## [Assignment]
Reproduce exactly the lines of the material beneath, from the line that contains "index tip: (779, 564)" to the line that contains "pinky tip: (813, 611)", both included, and no other lines.

## [Provided information]
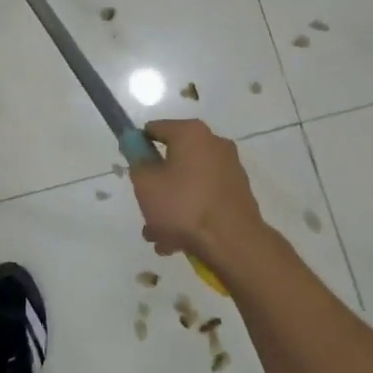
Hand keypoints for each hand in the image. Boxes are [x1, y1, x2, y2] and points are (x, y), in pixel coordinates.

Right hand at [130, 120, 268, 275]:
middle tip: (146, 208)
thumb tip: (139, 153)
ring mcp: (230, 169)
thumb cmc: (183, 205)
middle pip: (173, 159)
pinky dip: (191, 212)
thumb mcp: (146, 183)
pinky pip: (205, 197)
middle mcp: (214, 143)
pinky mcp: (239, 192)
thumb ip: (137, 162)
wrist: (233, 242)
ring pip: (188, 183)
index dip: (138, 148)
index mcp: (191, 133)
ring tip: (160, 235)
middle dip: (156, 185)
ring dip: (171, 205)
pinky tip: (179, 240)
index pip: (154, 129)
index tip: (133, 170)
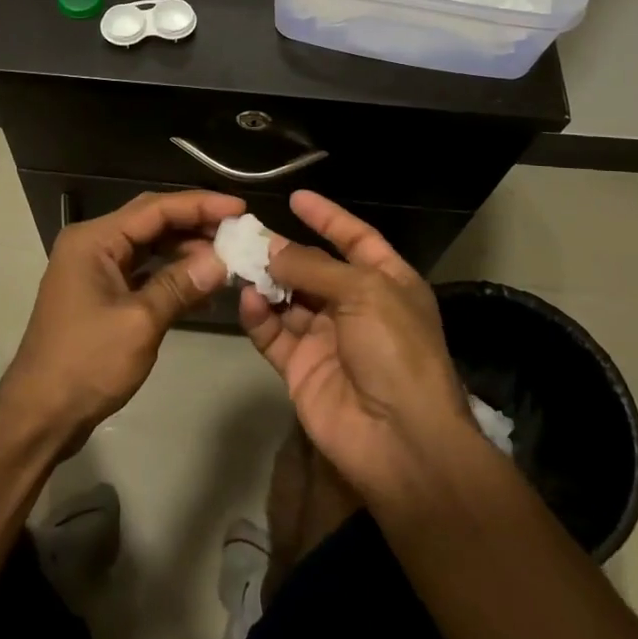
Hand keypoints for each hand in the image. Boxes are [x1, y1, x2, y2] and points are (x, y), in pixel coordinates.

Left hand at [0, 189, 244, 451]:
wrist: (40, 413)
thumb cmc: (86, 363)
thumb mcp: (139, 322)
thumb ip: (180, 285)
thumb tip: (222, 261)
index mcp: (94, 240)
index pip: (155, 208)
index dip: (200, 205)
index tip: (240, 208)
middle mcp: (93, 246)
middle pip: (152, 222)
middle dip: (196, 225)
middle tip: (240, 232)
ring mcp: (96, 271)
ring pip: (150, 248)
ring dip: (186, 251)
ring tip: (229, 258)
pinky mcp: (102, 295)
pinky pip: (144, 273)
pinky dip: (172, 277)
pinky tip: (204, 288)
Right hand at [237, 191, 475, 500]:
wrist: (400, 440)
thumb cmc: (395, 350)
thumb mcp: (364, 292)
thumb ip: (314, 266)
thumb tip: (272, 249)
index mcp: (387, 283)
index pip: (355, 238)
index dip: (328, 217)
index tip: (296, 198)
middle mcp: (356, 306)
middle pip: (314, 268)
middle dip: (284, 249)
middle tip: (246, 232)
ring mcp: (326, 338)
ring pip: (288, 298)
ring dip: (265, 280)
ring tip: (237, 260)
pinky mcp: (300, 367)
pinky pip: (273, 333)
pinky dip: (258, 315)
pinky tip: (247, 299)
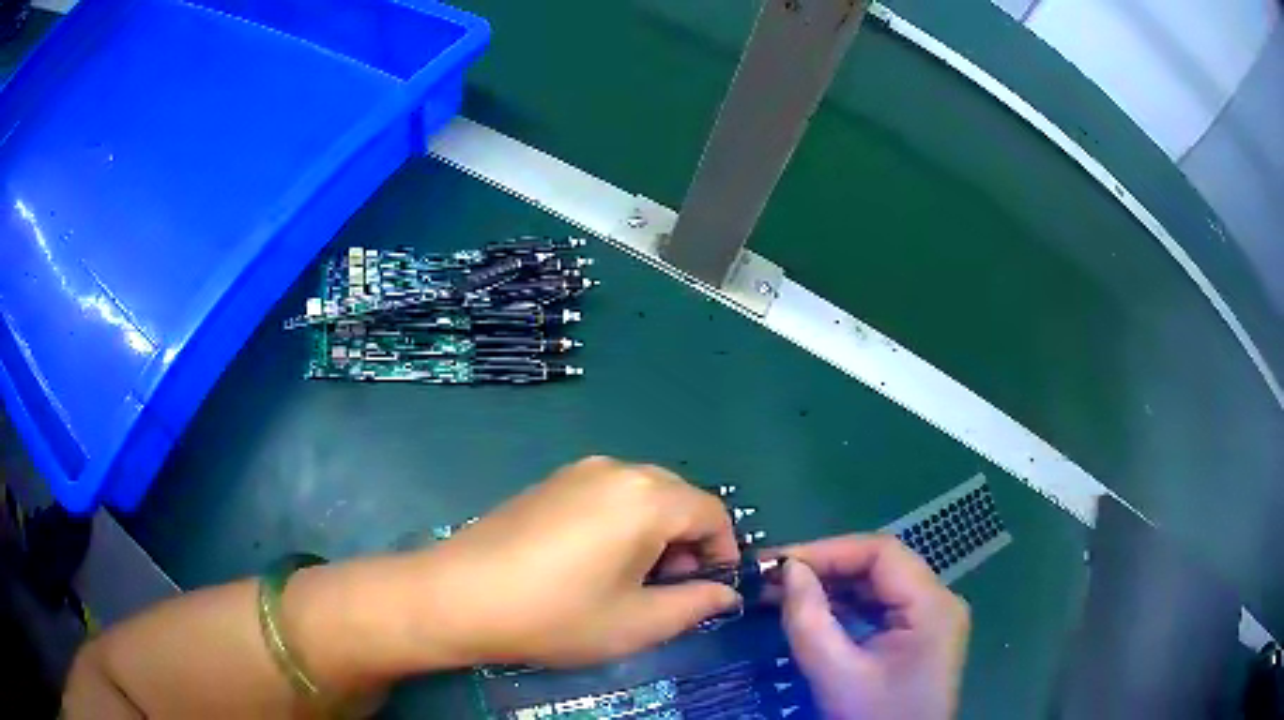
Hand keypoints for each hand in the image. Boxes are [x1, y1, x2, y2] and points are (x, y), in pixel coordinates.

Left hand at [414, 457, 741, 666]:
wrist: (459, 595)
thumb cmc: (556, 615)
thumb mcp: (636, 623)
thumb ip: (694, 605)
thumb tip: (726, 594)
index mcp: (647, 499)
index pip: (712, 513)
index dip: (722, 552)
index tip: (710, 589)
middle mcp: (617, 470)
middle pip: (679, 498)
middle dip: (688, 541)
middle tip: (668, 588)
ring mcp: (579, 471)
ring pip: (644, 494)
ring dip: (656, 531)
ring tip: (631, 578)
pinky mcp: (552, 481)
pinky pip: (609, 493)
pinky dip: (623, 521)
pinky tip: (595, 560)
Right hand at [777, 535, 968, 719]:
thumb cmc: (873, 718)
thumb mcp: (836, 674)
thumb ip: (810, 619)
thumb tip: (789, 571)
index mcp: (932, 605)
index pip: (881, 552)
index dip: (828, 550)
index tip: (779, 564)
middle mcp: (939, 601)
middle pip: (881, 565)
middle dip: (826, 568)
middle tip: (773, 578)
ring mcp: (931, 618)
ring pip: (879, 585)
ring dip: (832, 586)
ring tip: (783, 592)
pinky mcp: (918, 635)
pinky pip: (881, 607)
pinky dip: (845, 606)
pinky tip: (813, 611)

---

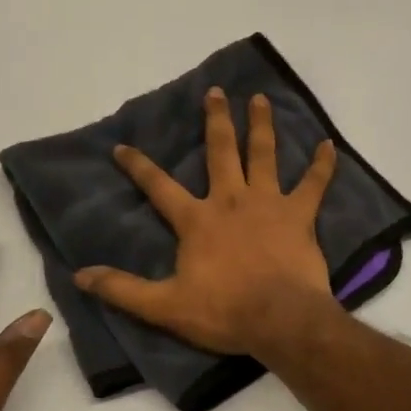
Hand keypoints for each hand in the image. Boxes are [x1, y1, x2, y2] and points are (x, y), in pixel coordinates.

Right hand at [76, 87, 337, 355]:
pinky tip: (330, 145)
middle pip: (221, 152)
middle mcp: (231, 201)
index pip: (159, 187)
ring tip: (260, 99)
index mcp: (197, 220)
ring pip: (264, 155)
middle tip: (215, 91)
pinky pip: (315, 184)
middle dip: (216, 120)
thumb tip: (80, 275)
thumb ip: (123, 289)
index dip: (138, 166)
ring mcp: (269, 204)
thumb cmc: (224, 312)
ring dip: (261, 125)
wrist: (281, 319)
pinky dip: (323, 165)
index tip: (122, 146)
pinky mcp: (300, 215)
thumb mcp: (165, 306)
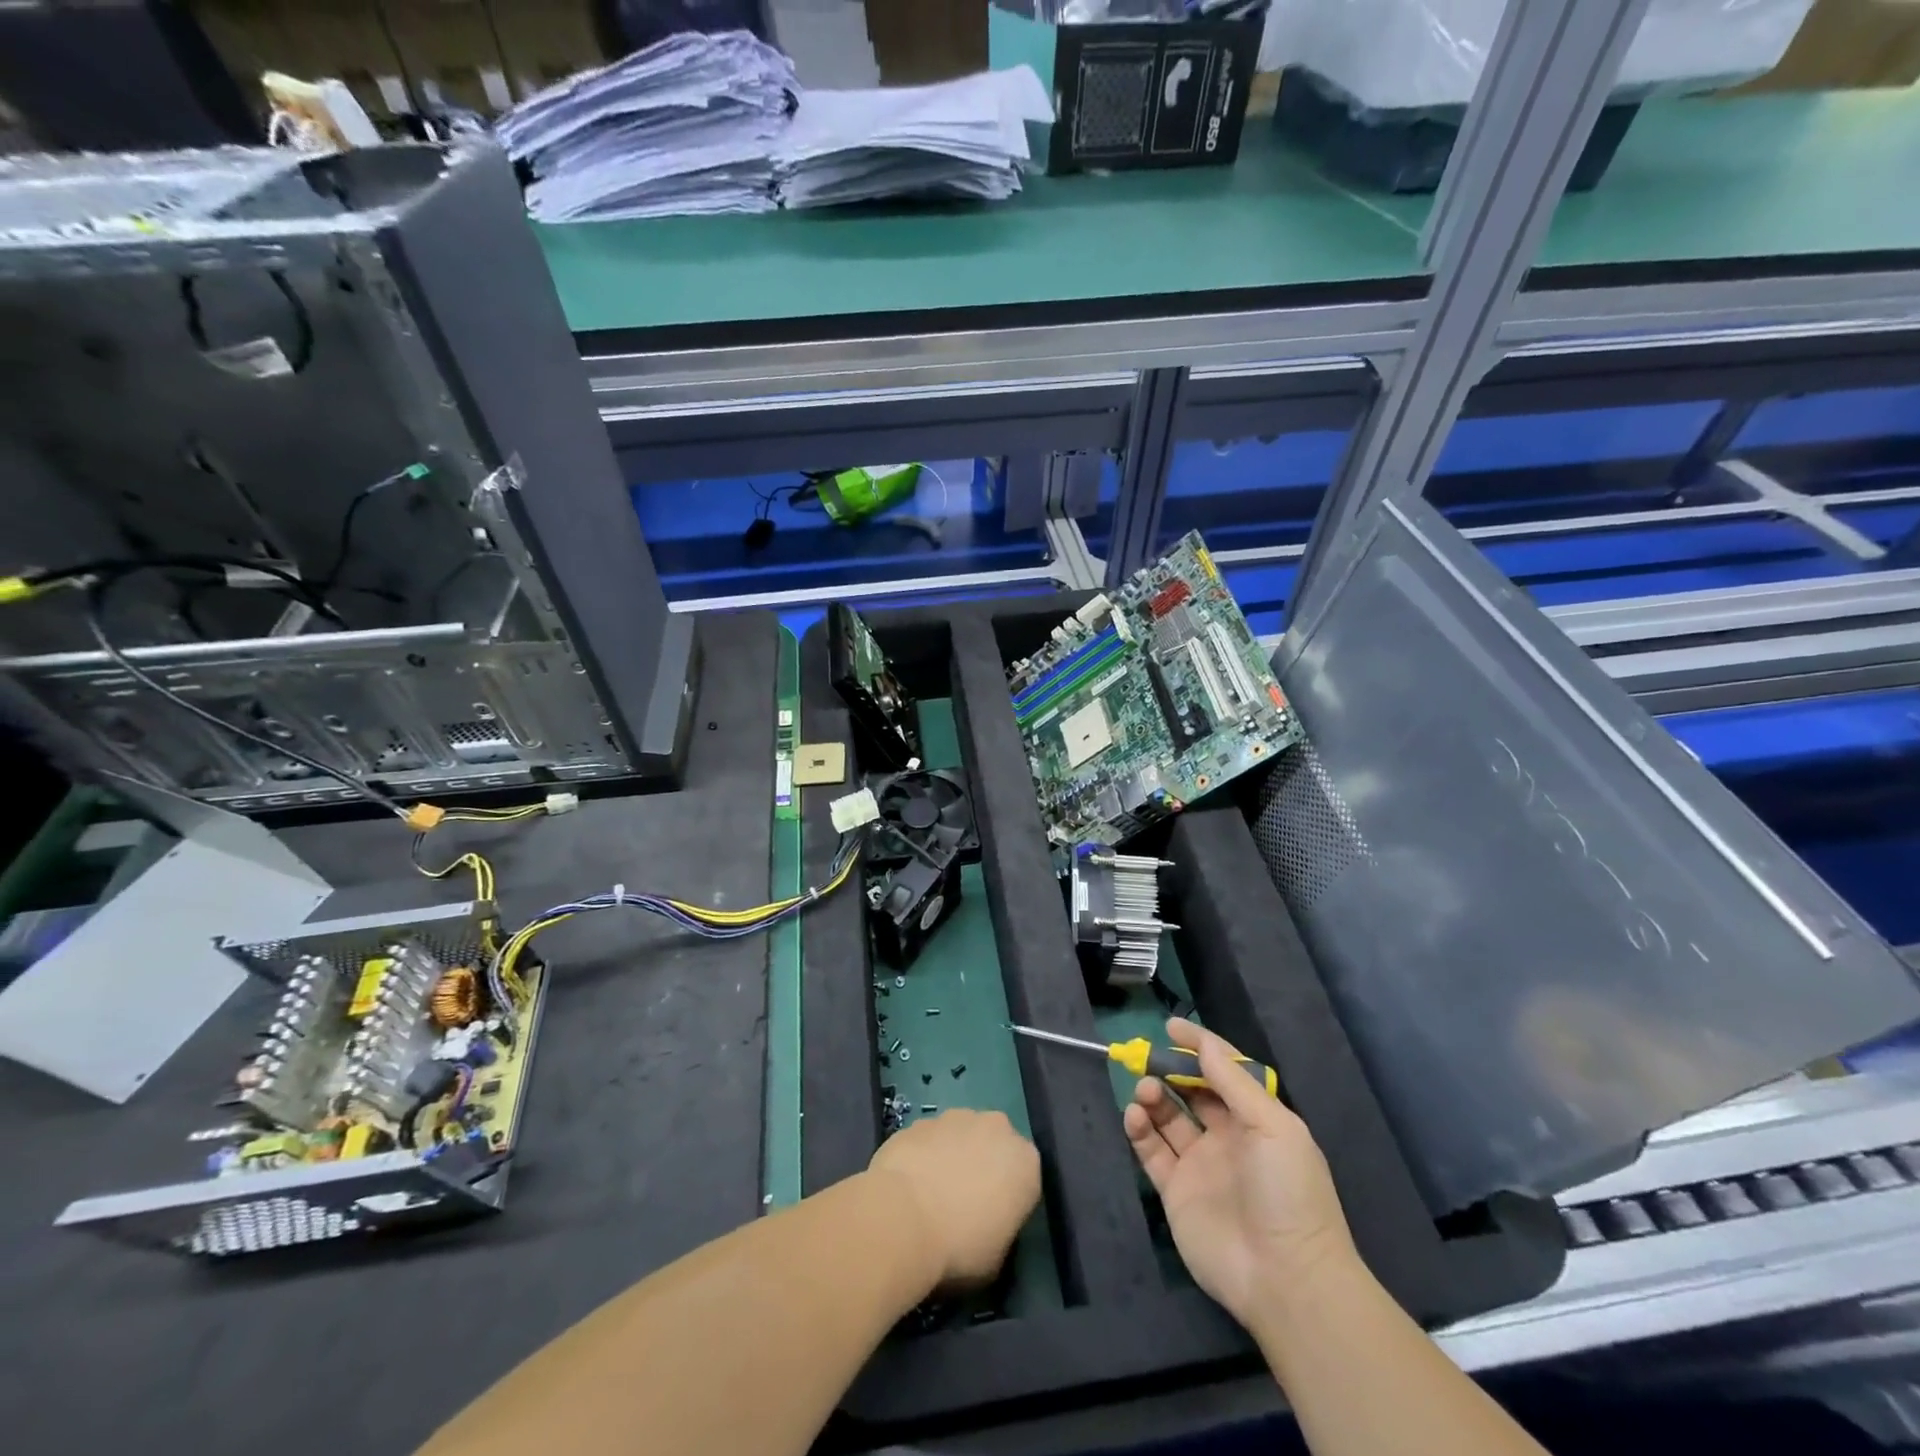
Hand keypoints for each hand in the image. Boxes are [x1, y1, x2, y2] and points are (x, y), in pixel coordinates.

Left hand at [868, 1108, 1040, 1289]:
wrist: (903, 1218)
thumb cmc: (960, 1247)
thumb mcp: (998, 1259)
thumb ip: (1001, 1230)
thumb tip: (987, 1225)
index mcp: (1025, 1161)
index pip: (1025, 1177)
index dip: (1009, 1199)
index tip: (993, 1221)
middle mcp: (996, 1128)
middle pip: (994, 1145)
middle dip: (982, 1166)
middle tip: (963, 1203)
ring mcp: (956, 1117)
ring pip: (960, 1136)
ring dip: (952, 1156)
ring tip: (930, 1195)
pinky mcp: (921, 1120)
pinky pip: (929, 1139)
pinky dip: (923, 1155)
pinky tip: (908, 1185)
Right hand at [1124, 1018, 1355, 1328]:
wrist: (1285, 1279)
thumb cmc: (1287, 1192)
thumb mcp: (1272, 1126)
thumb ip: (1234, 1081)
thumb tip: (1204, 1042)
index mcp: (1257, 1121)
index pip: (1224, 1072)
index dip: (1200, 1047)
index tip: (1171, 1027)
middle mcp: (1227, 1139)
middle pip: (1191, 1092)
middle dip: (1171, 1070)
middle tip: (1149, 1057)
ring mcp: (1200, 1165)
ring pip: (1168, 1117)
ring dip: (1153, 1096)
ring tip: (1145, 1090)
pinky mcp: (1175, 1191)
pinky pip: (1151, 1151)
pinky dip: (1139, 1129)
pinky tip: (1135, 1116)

--

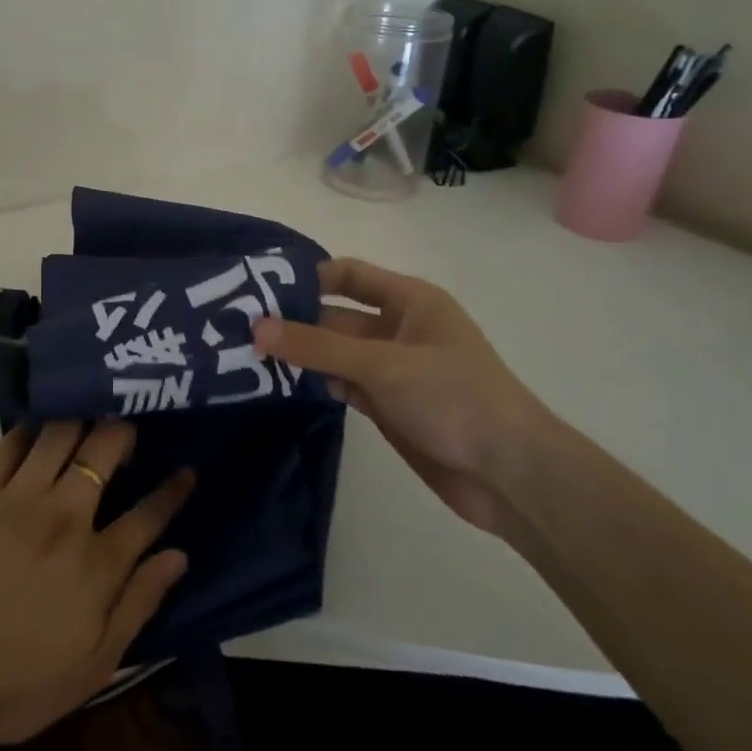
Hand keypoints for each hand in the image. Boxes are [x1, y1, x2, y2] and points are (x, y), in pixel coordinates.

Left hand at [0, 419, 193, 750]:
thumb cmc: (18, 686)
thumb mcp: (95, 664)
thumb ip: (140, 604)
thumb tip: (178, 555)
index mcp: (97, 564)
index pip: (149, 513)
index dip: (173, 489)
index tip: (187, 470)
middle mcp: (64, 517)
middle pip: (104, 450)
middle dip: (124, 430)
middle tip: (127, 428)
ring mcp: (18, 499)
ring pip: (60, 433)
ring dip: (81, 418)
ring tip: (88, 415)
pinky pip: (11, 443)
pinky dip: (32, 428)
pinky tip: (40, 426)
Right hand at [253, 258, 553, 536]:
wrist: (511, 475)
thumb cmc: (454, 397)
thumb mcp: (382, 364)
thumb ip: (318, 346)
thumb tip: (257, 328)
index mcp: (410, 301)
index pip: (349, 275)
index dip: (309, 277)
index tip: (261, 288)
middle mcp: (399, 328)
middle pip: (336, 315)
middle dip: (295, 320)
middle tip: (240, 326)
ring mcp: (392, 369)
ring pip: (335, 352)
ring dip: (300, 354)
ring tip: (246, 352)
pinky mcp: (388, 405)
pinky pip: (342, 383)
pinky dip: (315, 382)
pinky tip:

## [Response to this exercise]
index tip: (779, 564)
middle mcp: (939, 601)
middle pip: (881, 565)
middle dip: (826, 568)
middle tip: (773, 578)
ring mcp: (931, 618)
ring pip: (879, 585)
ring dip: (832, 586)
ring tip: (783, 592)
pinky mcp: (918, 635)
pinky pip: (881, 607)
pinky dip: (845, 606)
pinky tip: (813, 611)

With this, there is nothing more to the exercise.